Some Good Financial Resolutions for 2017
As we close out the surprise-laden year of 2016 (think Trump, Brexit, and the Cubs), now is a good time to think about how to improve your financial situation for the coming year and beyond. For us at Clarity, the first thing that comes to mind is keeping investing costs under control, which is especially important in this era of low interest rates and high equity valuations. Unfortunately, many investors still fall victim to the scam of high-cost active management, but the trend toward lower-cost passively managed funds continues unabated. Among costs beyond fund fees and commissions, one should not overlook fees paid to financial advisors. Per AdvisoryHQ, the average financial advisor fee for a $1 million account is 1.02% or $10,200 per year. From the perspective of a retiree with a $1 million nest egg, that advisory fee is likely to be his single largest cost.

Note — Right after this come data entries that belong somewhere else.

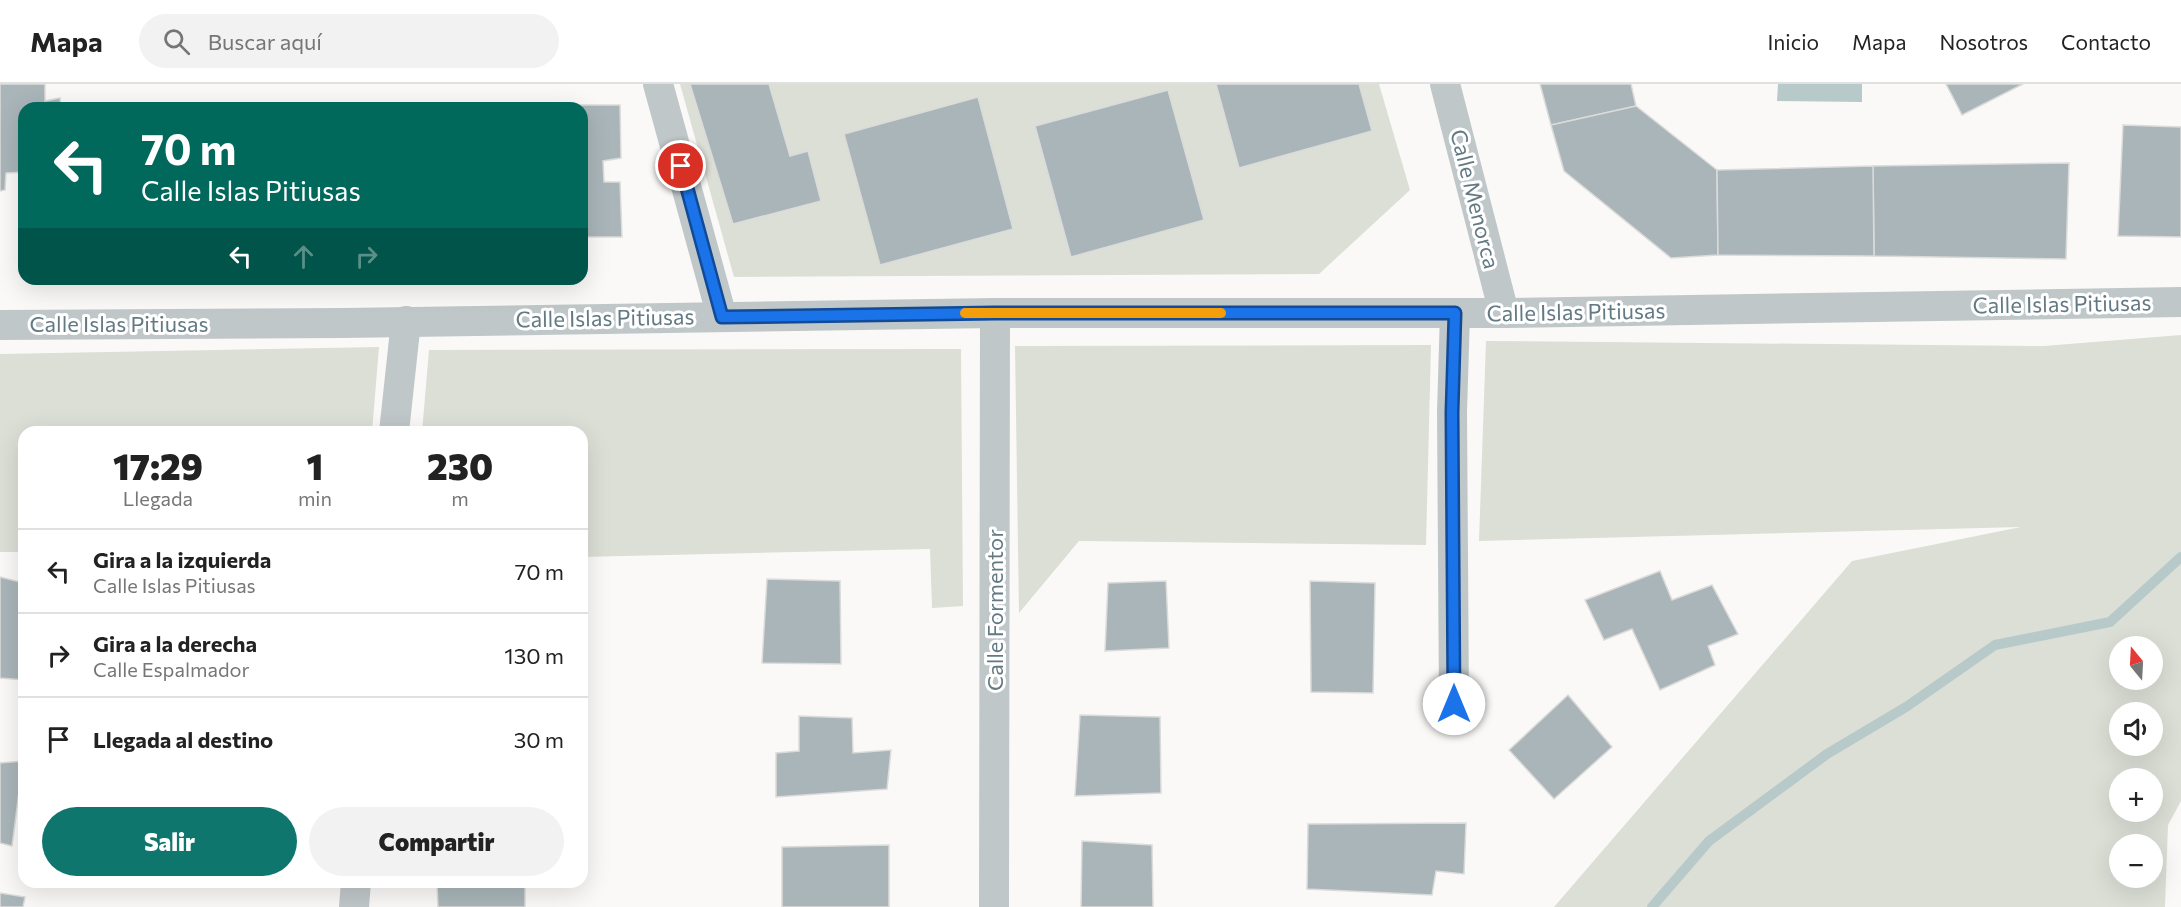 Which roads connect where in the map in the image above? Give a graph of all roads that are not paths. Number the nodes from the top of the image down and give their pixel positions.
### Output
1 (658, 84) edge
2 (1445, 84) edge
3 (2181, 302) edge
4 (995, 313) junction
5 (1455, 313) junction
6 (1504, 313) junction
7 (722, 317) junction
8 (406, 321) junction
9 (0, 325) edge
10 (395, 426) edge
11 (1454, 704) dead end
12 (356, 888) edge
13 (354, 907) edge
14 (994, 907) edge

1 - 7 street
2 - 6 street, Calle Menorca
3 - 6 street, Calle Islas Pitiusas
4 - 5 street, Calle Islas Pitiusas
4 - 7 street, Calle Islas Pitiusas
4 - 14 street, Calle Formentor
5 - 6 street, Calle Islas Pitiusas
5 - 11 street
7 - 8 street, Calle Islas Pitiusas
8 - 9 street, Calle Islas Pitiusas
8 - 10 street
12 - 13 street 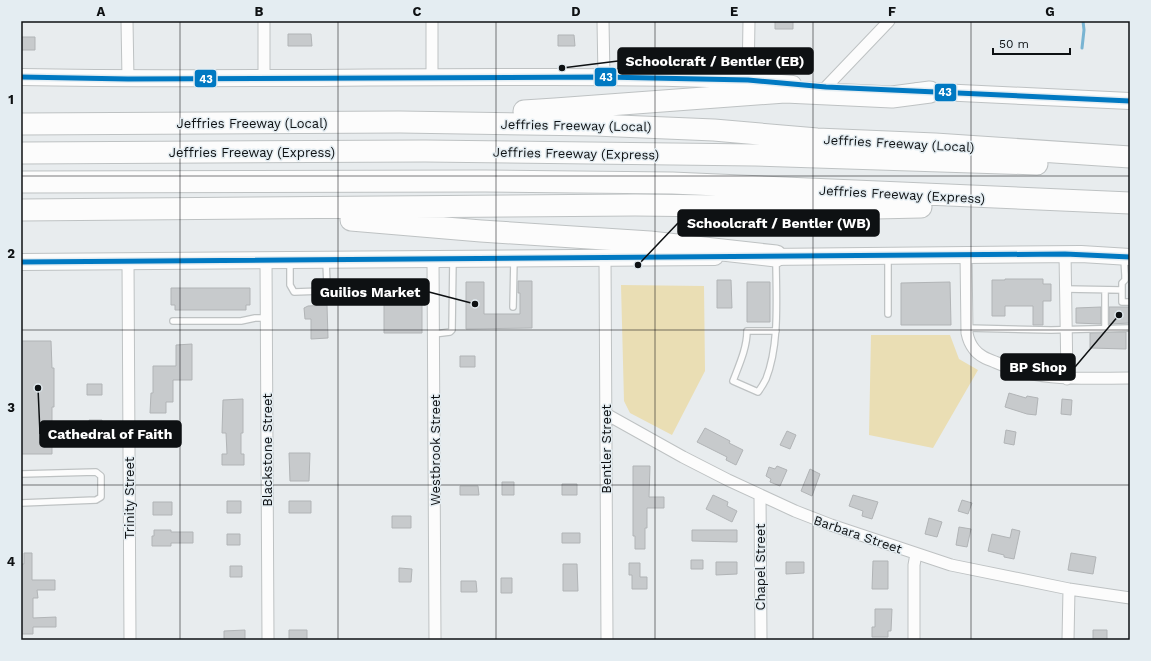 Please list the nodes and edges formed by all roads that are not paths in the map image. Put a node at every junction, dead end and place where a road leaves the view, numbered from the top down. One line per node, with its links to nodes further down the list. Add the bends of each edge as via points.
1 (128, 21): 11 (street)
2 (264, 21): 10 (street)
3 (432, 21): 8 (street)
4 (604, 21): 9 (street)
5 (748, 21): 12 (street)
6 (889, 21): 13 (street)
7 (21, 77): 11 (main road)
8 (432, 77): 9 (main road); 10 (main road)
9 (604, 77): 12 (main road)
10 (264, 78): 11 (main road)
11 (128, 79)
12 (748, 80): 13 (main road)
13 (826, 87): 14 (main road)
14 (930, 92): 15 (main road); 16 (highway, via 892,97 785,92 555,109 388,116)
15 (1130, 101)
16 (316, 122): 17 (highway, Jeffries Freeway (Local)); 19 (highway, Jeffries Freeway (Local), via 654,127)
17 (21, 124)
18 (21, 153): 20 (highway, Jeffries Freeway (Express), via 426,151 755,155)
19 (1130, 157)
20 (1130, 167)
21 (21, 182): 22 (highway, Jeffries Freeway (Express), via 672,183)
22 (1088, 202): 23 (highway); 25 (highway, via 875,208 635,205)
23 (1130, 203)
24 (21, 210): 25 (highway)
25 (103, 210): 29 (highway, via 149,217 333,218 650,242)
26 (1065, 254): 28 (main road); 30 (main road); 42 (street)
27 (888, 255): 28 (main road); 29 (main road); 47 (lane)
28 (966, 255): 50 (street)
29 (776, 256): 32 (main road); 54 (lane)
30 (1127, 256): 40 (lane, via 1125,280)
31 (514, 258): 32 (main road); 34 (main road); 46 (lane)
32 (604, 258): 58 (street, Bentler Street)
33 (433, 259): 34 (main road); 37 (main road); 55 (street, Westbrook Street)
34 (453, 259): 55 (lane, via 452,330)
35 (266, 260): 36 (main road); 38 (main road); 48 (street, Blackstone Street)
36 (290, 260): 37 (main road); 37 (lane, via 290,285 294,292 322,291 327,286)
37 (326, 260)
38 (128, 261): 39 (main road); 65 (street, Trinity Street)
39 (21, 262)
40 (1122, 283): 41 (lane); 44 (lane)
41 (1130, 283)
42 (1066, 290): 43 (lane); 53 (street)
43 (1105, 290): 44 (lane); 51 (lane)
44 (1122, 290): 45 (lane, via 1122,302)
45 (1130, 302)
46 (512, 307)
47 (888, 314)
48 (266, 318): 49 (lane); 66 (street, Blackstone Street)
49 (173, 322)
50 (966, 328): 53 (lane); 57 (street, via 974,349 986,358 1029,374)
51 (1105, 328): 52 (lane); 53 (lane)
52 (1130, 328)
53 (1066, 329): 57 (street)
54 (776, 331): 54 (lane, via 747,331 741,361 732,381 758,392 766,379)
55 (434, 334): 67 (street, Westbrook Street)
56 (1130, 378): 57 (street)
57 (1067, 379)
58 (606, 414): 60 (street, Barbara Street, via 689,460); 68 (street, Bentler Street)
59 (21, 474): 61 (lane, via 96,472 101,476 101,497 96,500)
60 (760, 495): 62 (street, Barbara Street, via 831,525); 69 (street, Chapel Street)
61 (21, 504)
62 (916, 554): 63 (street, Barbara Street, via 965,568); 70 (street)
63 (1069, 589): 64 (street, Barbara Street); 71 (street)
64 (1130, 598)
65 (130, 640)
66 (268, 640)
67 (435, 640)
68 (607, 640)
69 (761, 640)
70 (914, 640)
71 (1068, 640)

The second resolution is derived from Jason Zweig’s First Commandment of investing (from The Little Book of Safe Investing), “Thou shalt take no risk that thou needst not take.” One of the most common unnecessary risks that we see investors take is owning individual stocks which carry the same expected return as the overall market but with much higher volatility. Zweig’s sage advice brings up another problem with actively managed funds, that they entail taking on unnecessary risk exposures by overweighing some individual companies and sectors at the expense of others. Investors would also do well to heed Zweig’s Second Commandment, “Thou shalt take no risk that is not most certain to reward thee for taking it.” At Clarity, we interpret this to mean that investors should take the risks that are worth taking—market, size, and relative price for stocks and term and credit for bonds. The certainty of reward with these risks increases with the duration of the exposure, but unfortunately, it never reaches 100%. Zweig’s Third Commandment reads, “Thou shalt put no money at risk that thou canst not afford to lose.” For our clients, we recommend having three to six months of living expenses in FDIC-insured deposits.
The third and final resolution is to understand how we humans are vulnerable to behavioral-based errors. A truly excellent book on this subject is James Montier’s The Little Book of Behavioral Investing: How Not to Be Your Own Worst Enemy. Another highly entertaining and informative read is the latest work from the inimitable Michael Lewis, The Undoing Project: A Friendship that Changed Our Minds. The friendship is that between Nobel Laureate Daniel Kahneman and the late Amos Tverski, the pioneers of the field of Behavioral Finance.
We at Clarity wish all of you a happy, healthy, and prosperous New Year for 2017.